Hello! You have been redirected from the Great British Beans website.

Following the successful Great British Beans trial, we established Hodmedod to source and supply British fava beans and other pulses.

Hodmedod sources produce from British farms to supply the best ingredients. We’re particularly interested in searching out less well-known foods, like the fava bean, which we still grow and export but haven’t eaten in Britain for centuries.

Our products

We currently sell a range of British pulses – split fava beans, whole fava beans, Kabuki marrowfat peas – in kitchen packs and bulk catering sacks. 12.5kg catering sacks of large blue peas, yellow peas, split green peas and split yellow peas will be available soon. And the black badgers are coming… (They’re maple, or carlin, peas.)

Our products are now available to order from our online shop and will soon be available in selected discerning outlets – watch this space for news! We can also supply wholesale customers – please contact us for more information or to set up an account.

About Hodmedod

Hodmedod Ltd is a new business, founded by Nick Saltmarsh, Josiah Meldrum and William Hudson in 2012 and based on the Norfolk-Suffolk border. We share a belief in good, sustainable and local food, and have worked together on sustainable and local food projects over many years through our partnership Provenance and for the regional NGO East Anglia Food Link.

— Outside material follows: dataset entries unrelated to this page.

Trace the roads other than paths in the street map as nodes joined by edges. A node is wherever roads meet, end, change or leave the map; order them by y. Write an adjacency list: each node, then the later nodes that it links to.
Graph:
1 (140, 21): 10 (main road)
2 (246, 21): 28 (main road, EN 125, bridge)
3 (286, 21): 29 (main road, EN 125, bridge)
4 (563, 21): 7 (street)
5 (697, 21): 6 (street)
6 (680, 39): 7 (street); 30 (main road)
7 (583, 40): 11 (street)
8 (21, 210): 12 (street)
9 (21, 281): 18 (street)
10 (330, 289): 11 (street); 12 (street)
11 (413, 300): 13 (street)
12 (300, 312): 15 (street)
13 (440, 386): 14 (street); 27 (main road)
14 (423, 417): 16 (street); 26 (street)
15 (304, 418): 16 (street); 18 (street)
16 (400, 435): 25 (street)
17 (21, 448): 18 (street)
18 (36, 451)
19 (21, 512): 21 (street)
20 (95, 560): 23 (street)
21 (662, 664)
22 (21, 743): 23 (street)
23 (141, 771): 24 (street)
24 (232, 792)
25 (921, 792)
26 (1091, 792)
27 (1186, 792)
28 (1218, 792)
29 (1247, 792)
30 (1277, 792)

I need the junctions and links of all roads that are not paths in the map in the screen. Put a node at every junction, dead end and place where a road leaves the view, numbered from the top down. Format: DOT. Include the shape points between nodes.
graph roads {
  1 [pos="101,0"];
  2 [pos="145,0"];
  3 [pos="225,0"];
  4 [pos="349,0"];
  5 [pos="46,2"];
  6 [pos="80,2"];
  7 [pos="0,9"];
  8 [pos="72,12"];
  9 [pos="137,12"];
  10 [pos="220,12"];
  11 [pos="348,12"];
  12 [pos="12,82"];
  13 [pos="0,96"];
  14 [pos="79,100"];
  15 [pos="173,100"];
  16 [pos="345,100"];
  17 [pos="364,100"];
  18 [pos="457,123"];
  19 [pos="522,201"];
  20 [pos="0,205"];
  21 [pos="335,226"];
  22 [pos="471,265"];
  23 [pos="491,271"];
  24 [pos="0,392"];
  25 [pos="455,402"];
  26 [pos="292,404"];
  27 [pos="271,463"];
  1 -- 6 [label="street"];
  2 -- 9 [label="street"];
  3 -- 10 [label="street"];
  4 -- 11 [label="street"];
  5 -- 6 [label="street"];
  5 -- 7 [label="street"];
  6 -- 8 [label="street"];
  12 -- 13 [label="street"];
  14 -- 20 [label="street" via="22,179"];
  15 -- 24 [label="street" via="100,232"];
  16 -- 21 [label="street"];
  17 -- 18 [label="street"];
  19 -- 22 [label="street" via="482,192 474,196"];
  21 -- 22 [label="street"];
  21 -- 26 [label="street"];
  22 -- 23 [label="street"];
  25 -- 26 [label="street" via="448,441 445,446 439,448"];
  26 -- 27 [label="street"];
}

The Great British Beans trial project

We founded Hodmedod following the successful Great British Beans trial project to stimulate and assess demand for indigenous pulses. This project was run by Provenance for East Anglia Food Link as part of its Norwich Resilient Food Project, which was developed with Transition Norwich.

If you’d like to know more about us or our products, please do get in touch.

12 Responses to “About Hodmedod”

  1. mary cundy | January 19, 2013 at 8:23 am #

    Why the name Hodmedod with a picture of a hedgehog beside it.?My grandfather called snails hodmedods….

    • Nick Saltmarsh | January 19, 2013 at 4:05 pm #

      It all depends if you’re in Norfolk (where it means hedgehog) or Suffolk (snail)! Though our logo is a hedgehog there’s a snail hidden in the illustrations on all our boxes.

      (And apparently if you’re in Berkshire – or Wikipedia – a hodmedod is a scarecrow…)

  2. Lynne @josordoni | February 2, 2013 at 10:25 am #

    Hi Nick, love your split favas, but there are only the two of us, so it is tricky to buy small quantities without the high postage costs, but would you think of putting together a multipack of a selection of each of the types of bean? That would give me lots to play with, but not kick the price up so high.

    What do you think?

    • josiah Meldrum | February 2, 2013 at 11:03 am #

      Hi Lynne, we’re planning to do exactly that – we’ve been waiting until the Black Badgers are ready as that’ll give us a multi-pack with 3 each of the 4 varieties we do in 500g boxes. But until then (and it won’t be long) you’re welcome to make up your own multipack from those we do have – for example 5 x split fava, 2 x whole fava and 2 x kabuki would take you over the free delivery threshold…

      Josiah

      • Lynne @josordoni | February 7, 2013 at 3:34 pm #

        Oh thank you very much indeed!! I will wait for the Black Badgers and look forward to the multipack. Great news!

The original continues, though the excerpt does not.